Health maintenance organizations and other cost-conscious managed health care plans use generics heavily and these plans are gaining new members every day. This leads some analysts to predict that by the year 2000 generics could make up 50 percent of the prescription drug market, up from 20 percent a decade ago.
That’s good news for consumers who will get ready access to medicines at discounts typically between 30 percent and 50 percent off brand names.
But it’s no guarantee of profits for the drug makers.
For one thing, the HMOs are demanding even bigger price reductions while at the same time insisting the drug makers supply a broader selection.
Then the drug makers have to deal with an army of strict regulators from the Food and Drug Administration who have shut offending plants and ordered recalls several times this year.
In addition, the supply of generic drug candidates - brand name drugs whose patents are expiring - is declining.
Industry leaders say they’re still confident of maintaining strong profit growth, but only if they meet these challenges.
“There will be those that do well, those that survive and those that won’t have a critical mass of products, and will either do poorly or not survive, or will become part of a bigger company,” said Phillip Frost, founder and chairman of Ivax Corp., the Miami-based industry leader.
Getting that critical mass has usually meant buyouts or alliances.
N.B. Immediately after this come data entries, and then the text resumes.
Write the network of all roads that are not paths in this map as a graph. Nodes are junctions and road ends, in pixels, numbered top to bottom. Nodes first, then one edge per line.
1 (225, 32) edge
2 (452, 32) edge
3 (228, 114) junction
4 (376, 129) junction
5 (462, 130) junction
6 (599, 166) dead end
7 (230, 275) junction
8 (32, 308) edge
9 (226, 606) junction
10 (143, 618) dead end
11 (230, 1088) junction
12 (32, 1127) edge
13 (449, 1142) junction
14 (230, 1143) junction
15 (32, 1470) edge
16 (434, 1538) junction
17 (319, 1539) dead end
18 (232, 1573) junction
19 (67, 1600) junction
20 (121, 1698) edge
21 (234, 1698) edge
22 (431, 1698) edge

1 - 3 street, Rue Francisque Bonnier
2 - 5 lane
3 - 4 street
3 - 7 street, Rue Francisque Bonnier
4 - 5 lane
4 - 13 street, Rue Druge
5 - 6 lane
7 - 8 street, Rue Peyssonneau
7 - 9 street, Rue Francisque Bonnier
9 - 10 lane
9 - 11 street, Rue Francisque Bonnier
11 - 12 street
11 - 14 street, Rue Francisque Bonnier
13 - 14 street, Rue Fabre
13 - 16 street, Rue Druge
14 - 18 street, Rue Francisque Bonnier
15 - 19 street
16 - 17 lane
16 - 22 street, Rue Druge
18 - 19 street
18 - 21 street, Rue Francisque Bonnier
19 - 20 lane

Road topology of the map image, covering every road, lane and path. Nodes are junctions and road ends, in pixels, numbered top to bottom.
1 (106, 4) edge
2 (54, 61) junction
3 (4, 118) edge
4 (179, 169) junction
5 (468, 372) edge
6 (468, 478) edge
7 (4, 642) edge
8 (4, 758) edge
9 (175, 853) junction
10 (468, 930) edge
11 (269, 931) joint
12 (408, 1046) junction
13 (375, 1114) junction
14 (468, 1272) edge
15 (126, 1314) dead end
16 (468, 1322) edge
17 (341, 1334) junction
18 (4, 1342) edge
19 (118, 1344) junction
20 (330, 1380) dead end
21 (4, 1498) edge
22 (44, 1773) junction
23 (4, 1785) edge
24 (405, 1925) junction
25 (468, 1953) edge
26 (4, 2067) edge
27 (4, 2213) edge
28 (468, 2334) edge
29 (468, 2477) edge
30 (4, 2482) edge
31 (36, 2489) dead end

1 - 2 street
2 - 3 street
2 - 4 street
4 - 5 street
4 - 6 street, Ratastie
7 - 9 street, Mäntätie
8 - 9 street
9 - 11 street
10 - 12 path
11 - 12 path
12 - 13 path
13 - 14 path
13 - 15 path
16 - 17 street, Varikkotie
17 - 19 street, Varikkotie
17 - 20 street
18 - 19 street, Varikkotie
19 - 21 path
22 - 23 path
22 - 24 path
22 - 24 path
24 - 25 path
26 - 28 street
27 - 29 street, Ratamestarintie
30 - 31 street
Ivax, for instance, bought No. 7 generic drug maker Zenith Laboratories of Northvale, N.J.
Brand name drug maker Eli Lilly & Co. signed a deal with generic company Mylan Laboratories for the right to sell Mylan’s cimetidine, a generic copy of SmithKline Beecham PLC’s successful ulcer drug Tagamet.
Most analysts see these loose alliances, like Lilly and Mylan, as better choices than costly acquisitions.
“The generic companies that want to access the (managed care) channel team up with brand name drug companies by becoming suppliers,” said Jack Lamberton, drug industry analyst at NatWest Securities in New York. “The brand name company that wants a wide range of drugs finds that the easy way is to team up with a generic drug company.”
Most big brand name companies sell their own products as generics to protect their share of the market, but analysts say this has been a money loser, partially because the low-profit generics eat away at sales of the high-profit brand name versions.
Also, brand name companies, which are used to plush offices and executive perks, simply aren’t structured to make money in the low-overhead world of generics.
“It would be like having Mercedes manufacture Volkswagens in the Mercedes plants and expect them to have reasonable prices,” said Paul Hansen, a health industry specialist with the management consulting firm Towers Perrin in New York.